Writer’s Life: Holly Brown

If you are among the people who this week may be craving a little extra reality-escape, I’m here to suggest: Read BOOKS! To that end, allow me to introduce you to family therapist and author Holly Brown, and her new psychological thriller, THIS IS NOT OVER.holly-brown-ap1

 

  1. What have you learned from parenting, or from your own parents, that you bring to your work as a writer?

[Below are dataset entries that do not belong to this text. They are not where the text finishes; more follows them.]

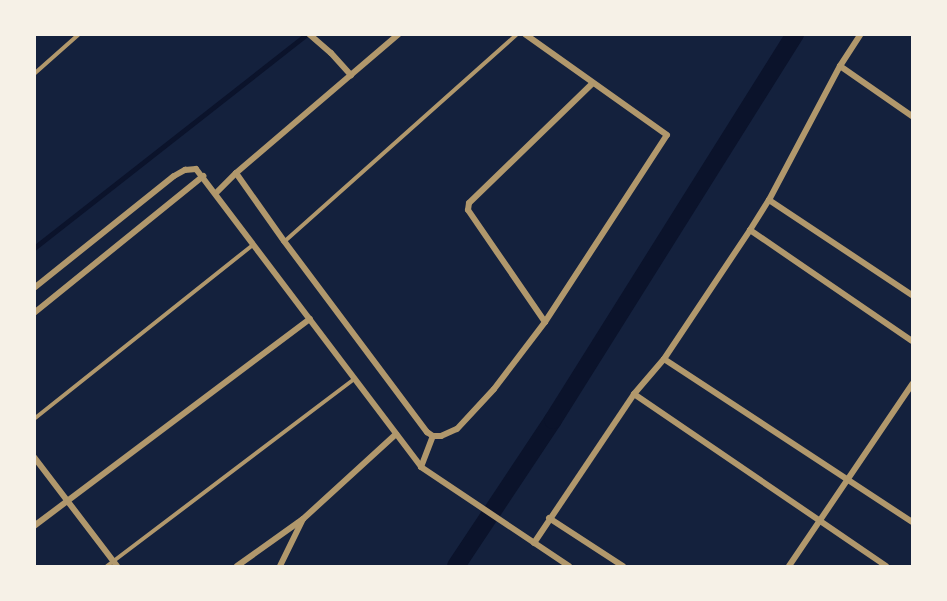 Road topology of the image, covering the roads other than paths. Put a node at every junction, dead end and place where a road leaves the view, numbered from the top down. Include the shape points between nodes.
1 (79, 34) edge
2 (399, 34) edge
3 (517, 34) edge
4 (525, 34) edge
5 (861, 34) edge
6 (312, 37) edge
7 (840, 66) junction
8 (34, 74) edge
9 (351, 75) junction
10 (592, 84) junction
11 (912, 116) edge
12 (236, 172) junction
13 (203, 176) junction
14 (216, 193) junction
15 (770, 200) junction
16 (750, 230) junction
17 (284, 241) junction
18 (254, 244) junction
19 (34, 288) edge
20 (912, 295) edge
21 (34, 313) edge
22 (310, 319) junction
23 (545, 322) junction
24 (912, 340) edge
25 (664, 359) junction
26 (355, 379) junction
27 (912, 384) edge
28 (634, 394) junction
29 (34, 419) edge
30 (396, 434) junction
31 (433, 436) junction
32 (34, 457) edge
33 (421, 467) junction
34 (847, 480) junction
35 (68, 500) junction
36 (549, 518) junction
37 (303, 519) junction
38 (819, 522) junction
39 (912, 522) edge
40 (34, 526) edge
41 (534, 543) junction
42 (115, 564) edge
43 (107, 567) edge
44 (237, 567) edge
45 (280, 567) edge
46 (569, 567) edge
47 (623, 567) edge
48 (789, 567) edge
49 (886, 567) edge

1 - 8 lane
2 - 9 street
3 - 17 lane
4 - 10 street
5 - 7 street
6 - 9 street
7 - 11 street
7 - 15 street
9 - 12 street
10 - 23 street via 664,131 665,140
10 - 23 street via 468,204 468,210
12 - 14 street
12 - 17 street
13 - 14 street
13 - 19 street via 196,169 174,176
13 - 21 street
14 - 18 street
15 - 16 street
15 - 20 street
16 - 24 street
16 - 25 street
17 - 31 street
18 - 22 street
18 - 29 lane
22 - 26 street
22 - 35 street
23 - 31 street via 468,419 457,429
25 - 28 street
25 - 34 street
26 - 30 street
26 - 42 lane
27 - 34 street
28 - 36 street
28 - 38 street
30 - 33 street
30 - 37 street
31 - 33 street
32 - 35 street
33 - 41 street
34 - 38 street
34 - 39 street
35 - 40 street
35 - 42 street
36 - 41 street
36 - 47 street
37 - 44 street
37 - 45 street
38 - 48 street
38 - 49 street
41 - 46 street
42 - 43 lane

In high school, I wanted to be the next S.E. Hinton (no, I’m not dating myself at all here.) S.E. Hinton wrote “The Outsiders,” “That Was Then…This is Now,” and other fantastic books that were all the rage when I was a teenager. She was a teenager herself when she was published, which made her my idol. So when I was about fifteen, I finished writing my first novel. My family lived in Philadelphia, and there was one literary agent that we found in the Yellow Pages. My father drove me to the agent’s office so I could deliver my manuscript personally. Now, barring the fact that this is not at all how submitting to agents works and that I was summarily rejected and that I didn’t get published for many more years, what I love about the story is that my parents never doubted that talent and drive could make things happen. They never doubted that MY talent and drive could make things happen. So I carry that confidence and determination into my writing, and my life. And I want to bring it to my daughter’s life, too.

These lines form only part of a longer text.